| WHAT THIS TASK INVOLVES |
What lines in the material hold the string "Mahnke"? Return every one of them.

| DATASET RECORDS |

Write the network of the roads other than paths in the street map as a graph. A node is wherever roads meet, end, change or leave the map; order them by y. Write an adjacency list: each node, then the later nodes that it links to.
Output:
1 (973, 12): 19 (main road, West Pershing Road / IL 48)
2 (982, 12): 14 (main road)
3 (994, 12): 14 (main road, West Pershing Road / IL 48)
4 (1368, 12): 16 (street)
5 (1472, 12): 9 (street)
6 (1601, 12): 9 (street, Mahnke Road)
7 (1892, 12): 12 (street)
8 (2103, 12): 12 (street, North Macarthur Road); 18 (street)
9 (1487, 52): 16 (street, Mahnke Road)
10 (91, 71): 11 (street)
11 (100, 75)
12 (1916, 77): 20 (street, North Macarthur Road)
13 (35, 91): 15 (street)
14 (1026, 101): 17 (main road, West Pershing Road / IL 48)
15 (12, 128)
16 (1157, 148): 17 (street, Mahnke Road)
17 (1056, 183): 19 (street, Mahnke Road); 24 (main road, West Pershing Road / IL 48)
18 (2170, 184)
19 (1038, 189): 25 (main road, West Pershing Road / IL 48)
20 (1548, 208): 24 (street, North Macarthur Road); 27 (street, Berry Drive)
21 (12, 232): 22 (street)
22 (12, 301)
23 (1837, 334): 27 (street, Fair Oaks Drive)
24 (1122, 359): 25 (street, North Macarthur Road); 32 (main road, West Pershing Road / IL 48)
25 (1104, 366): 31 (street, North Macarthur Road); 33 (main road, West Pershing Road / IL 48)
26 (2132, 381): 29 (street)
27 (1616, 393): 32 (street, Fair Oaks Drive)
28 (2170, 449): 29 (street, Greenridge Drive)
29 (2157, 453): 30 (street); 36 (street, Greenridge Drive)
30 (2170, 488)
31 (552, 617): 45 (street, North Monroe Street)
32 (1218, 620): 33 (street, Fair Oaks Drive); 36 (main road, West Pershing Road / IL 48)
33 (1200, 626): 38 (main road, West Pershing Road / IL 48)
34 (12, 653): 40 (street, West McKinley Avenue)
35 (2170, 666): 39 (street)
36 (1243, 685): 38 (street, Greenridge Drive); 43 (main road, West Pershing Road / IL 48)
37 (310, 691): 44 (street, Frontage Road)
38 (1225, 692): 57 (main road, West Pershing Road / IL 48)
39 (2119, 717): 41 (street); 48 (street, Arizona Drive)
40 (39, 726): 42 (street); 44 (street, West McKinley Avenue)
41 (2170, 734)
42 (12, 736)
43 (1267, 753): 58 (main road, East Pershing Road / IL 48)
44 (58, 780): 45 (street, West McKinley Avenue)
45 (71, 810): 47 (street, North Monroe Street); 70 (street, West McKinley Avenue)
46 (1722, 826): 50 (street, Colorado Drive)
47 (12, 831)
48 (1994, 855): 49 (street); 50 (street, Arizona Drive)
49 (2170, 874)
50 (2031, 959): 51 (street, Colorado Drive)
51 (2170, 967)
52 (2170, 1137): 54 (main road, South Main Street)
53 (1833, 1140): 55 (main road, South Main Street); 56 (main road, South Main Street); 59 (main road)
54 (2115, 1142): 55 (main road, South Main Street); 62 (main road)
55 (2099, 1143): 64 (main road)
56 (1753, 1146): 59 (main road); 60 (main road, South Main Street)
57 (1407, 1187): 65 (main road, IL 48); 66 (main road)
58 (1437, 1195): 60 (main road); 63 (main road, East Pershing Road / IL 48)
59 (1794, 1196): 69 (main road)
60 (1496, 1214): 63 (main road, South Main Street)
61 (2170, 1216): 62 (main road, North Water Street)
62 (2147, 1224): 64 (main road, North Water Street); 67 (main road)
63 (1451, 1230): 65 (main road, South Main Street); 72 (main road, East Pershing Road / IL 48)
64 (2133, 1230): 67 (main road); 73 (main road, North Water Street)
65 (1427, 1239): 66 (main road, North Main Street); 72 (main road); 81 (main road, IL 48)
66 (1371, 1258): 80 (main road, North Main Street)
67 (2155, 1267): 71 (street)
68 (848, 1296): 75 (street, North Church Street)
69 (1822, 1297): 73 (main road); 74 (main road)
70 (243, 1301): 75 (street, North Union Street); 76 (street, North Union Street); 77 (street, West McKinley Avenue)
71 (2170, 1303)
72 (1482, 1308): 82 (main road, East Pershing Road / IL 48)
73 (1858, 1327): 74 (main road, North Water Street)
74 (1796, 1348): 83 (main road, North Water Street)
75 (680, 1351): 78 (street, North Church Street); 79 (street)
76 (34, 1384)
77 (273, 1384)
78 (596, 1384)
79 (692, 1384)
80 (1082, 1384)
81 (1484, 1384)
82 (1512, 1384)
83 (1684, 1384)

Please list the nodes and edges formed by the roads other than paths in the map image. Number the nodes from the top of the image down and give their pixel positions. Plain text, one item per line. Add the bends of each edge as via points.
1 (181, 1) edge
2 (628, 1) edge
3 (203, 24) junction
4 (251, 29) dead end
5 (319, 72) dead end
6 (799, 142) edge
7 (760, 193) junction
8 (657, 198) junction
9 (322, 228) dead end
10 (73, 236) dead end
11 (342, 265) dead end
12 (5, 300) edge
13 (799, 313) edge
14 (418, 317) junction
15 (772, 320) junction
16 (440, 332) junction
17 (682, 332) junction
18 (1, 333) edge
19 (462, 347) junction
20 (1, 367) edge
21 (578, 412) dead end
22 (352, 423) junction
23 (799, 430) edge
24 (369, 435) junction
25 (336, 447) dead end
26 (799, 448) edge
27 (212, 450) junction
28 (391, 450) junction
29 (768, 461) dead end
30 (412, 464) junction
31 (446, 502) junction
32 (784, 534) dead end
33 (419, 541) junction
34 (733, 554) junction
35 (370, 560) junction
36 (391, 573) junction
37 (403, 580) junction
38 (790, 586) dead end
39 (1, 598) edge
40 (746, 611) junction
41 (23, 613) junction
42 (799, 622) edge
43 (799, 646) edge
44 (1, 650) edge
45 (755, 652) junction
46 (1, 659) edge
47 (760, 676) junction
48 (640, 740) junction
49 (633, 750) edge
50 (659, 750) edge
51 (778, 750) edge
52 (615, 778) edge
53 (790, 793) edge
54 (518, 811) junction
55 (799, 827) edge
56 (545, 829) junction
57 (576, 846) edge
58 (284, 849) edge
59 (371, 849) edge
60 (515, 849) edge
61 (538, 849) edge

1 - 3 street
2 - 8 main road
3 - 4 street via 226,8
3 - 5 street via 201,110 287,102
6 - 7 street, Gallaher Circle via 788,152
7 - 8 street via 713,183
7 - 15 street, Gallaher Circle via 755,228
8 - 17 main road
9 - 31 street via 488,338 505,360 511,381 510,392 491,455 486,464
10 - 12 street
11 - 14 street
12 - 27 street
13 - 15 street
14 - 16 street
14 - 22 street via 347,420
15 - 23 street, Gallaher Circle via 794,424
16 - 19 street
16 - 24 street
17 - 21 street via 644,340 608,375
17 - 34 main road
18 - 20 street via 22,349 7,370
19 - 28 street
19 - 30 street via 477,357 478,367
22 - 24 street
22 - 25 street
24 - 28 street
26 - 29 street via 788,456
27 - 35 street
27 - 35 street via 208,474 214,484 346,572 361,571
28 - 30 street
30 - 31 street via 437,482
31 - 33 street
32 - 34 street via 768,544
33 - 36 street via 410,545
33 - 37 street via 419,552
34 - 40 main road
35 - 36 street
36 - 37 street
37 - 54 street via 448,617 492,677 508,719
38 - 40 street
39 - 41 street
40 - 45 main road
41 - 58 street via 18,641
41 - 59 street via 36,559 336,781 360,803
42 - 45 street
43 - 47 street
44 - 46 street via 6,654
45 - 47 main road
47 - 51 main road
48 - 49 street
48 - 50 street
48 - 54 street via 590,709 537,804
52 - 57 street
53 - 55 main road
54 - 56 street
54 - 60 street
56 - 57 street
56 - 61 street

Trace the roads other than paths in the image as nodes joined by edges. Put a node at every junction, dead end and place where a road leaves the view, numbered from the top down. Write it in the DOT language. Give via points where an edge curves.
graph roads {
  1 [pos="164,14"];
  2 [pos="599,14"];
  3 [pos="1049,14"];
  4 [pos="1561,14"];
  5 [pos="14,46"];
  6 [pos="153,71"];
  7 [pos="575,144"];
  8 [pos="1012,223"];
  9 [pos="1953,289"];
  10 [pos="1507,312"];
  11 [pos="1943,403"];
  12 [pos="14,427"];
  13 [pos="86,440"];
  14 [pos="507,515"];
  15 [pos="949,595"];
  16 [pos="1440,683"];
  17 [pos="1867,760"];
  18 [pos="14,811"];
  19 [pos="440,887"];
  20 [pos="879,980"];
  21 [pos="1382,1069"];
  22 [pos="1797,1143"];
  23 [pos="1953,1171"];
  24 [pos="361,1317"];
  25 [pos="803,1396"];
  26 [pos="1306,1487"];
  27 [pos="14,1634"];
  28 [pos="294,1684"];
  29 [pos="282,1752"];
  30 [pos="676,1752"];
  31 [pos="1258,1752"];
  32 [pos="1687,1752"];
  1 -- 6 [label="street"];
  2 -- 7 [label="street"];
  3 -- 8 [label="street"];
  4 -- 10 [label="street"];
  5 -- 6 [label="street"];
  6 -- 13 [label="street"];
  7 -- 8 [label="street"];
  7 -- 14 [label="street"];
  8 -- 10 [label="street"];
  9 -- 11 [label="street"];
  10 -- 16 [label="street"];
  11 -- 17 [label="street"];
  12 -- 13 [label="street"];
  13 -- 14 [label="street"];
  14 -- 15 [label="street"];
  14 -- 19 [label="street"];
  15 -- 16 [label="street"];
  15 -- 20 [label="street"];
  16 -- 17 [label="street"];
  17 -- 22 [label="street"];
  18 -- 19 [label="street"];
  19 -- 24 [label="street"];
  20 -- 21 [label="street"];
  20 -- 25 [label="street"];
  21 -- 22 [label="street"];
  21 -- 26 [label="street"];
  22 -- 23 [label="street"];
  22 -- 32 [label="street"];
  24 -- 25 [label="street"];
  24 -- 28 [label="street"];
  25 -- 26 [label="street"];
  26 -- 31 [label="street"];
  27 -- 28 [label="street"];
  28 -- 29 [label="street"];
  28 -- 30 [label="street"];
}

| RESULT |
6 (1601, 12): 9 (street, Mahnke Road)
9 (1487, 52): 16 (street, Mahnke Road)
16 (1157, 148): 17 (street, Mahnke Road)
17 (1056, 183): 19 (street, Mahnke Road); 24 (main road, West Pershing Road / IL 48)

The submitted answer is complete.